* _Raw data_:
___

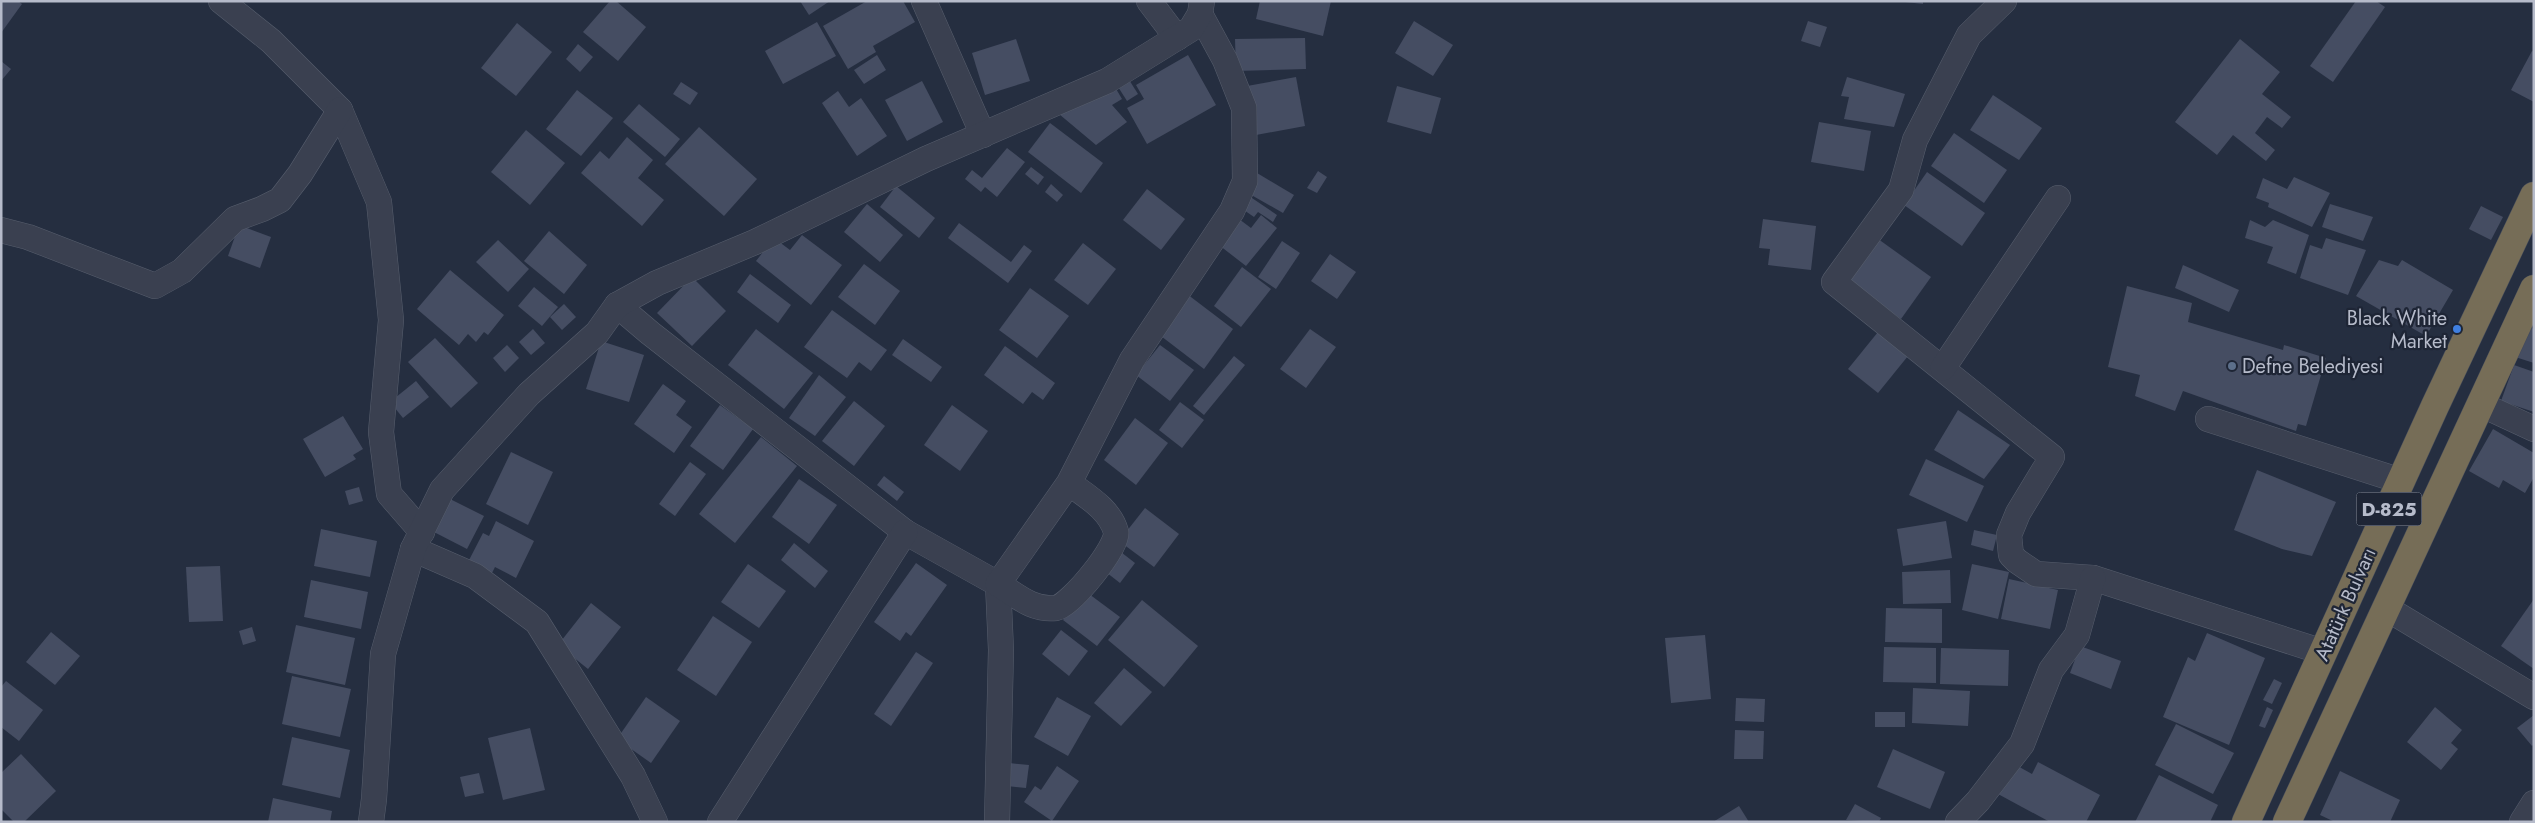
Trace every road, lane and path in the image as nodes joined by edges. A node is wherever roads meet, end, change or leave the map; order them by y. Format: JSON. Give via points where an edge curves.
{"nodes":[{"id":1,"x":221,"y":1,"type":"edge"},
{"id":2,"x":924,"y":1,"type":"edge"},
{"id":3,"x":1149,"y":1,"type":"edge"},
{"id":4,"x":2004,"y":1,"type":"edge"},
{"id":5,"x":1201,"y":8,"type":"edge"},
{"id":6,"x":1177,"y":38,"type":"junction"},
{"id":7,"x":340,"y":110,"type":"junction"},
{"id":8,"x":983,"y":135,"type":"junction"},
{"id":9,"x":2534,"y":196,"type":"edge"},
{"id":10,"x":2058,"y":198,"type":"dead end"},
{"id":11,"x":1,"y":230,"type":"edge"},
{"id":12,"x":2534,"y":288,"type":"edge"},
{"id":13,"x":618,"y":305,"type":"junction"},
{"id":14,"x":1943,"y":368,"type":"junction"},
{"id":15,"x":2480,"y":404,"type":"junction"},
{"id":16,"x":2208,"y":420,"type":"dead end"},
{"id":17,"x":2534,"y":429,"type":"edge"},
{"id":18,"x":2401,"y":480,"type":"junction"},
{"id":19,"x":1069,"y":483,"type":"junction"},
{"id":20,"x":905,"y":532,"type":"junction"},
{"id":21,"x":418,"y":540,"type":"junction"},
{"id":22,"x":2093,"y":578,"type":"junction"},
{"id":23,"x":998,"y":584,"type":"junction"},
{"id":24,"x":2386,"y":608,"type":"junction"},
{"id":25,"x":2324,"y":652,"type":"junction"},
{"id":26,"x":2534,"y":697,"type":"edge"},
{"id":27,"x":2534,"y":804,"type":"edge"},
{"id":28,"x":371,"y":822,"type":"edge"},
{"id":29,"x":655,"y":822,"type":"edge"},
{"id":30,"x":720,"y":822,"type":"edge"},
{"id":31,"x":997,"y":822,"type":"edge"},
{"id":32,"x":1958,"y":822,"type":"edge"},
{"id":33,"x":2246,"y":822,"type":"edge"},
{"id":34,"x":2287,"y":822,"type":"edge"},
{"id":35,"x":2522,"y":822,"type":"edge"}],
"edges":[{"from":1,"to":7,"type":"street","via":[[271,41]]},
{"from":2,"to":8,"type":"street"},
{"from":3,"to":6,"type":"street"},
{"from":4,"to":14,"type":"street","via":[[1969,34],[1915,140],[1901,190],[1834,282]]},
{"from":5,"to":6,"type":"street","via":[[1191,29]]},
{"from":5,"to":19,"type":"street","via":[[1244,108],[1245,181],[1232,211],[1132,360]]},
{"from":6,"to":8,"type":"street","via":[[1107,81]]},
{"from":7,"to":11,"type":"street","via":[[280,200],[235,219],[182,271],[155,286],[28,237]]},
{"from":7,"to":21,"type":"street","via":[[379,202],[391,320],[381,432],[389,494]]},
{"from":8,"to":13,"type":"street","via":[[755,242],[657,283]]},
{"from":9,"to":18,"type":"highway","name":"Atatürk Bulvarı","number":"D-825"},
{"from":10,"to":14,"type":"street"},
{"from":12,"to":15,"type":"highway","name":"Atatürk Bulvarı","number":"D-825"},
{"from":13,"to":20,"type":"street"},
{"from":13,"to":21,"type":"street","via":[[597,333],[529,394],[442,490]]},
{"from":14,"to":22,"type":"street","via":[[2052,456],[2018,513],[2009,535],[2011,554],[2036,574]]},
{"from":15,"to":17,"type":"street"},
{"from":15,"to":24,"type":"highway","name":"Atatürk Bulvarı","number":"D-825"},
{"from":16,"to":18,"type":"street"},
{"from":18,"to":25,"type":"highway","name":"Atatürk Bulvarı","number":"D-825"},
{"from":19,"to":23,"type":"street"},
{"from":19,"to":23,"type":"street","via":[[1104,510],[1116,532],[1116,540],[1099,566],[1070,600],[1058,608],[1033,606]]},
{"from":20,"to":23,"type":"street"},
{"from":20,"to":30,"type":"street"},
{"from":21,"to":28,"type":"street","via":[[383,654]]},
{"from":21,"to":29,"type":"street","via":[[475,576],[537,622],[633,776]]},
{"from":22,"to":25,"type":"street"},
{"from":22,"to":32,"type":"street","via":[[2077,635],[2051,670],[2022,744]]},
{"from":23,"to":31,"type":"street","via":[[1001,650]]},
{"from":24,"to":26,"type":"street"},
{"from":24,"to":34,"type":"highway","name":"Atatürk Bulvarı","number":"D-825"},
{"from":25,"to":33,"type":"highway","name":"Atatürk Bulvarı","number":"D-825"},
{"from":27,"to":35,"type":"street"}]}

___

* _Your goal_:
Copy every single line of the material above that holds "Atatürk".

* _Solution for this exercise_:
{"from":9,"to":18,"type":"highway","name":"Atatürk Bulvarı","number":"D-825"},
{"from":12,"to":15,"type":"highway","name":"Atatürk Bulvarı","number":"D-825"},
{"from":15,"to":24,"type":"highway","name":"Atatürk Bulvarı","number":"D-825"},
{"from":18,"to":25,"type":"highway","name":"Atatürk Bulvarı","number":"D-825"},
{"from":24,"to":34,"type":"highway","name":"Atatürk Bulvarı","number":"D-825"},
{"from":25,"to":33,"type":"highway","name":"Atatürk Bulvarı","number":"D-825"},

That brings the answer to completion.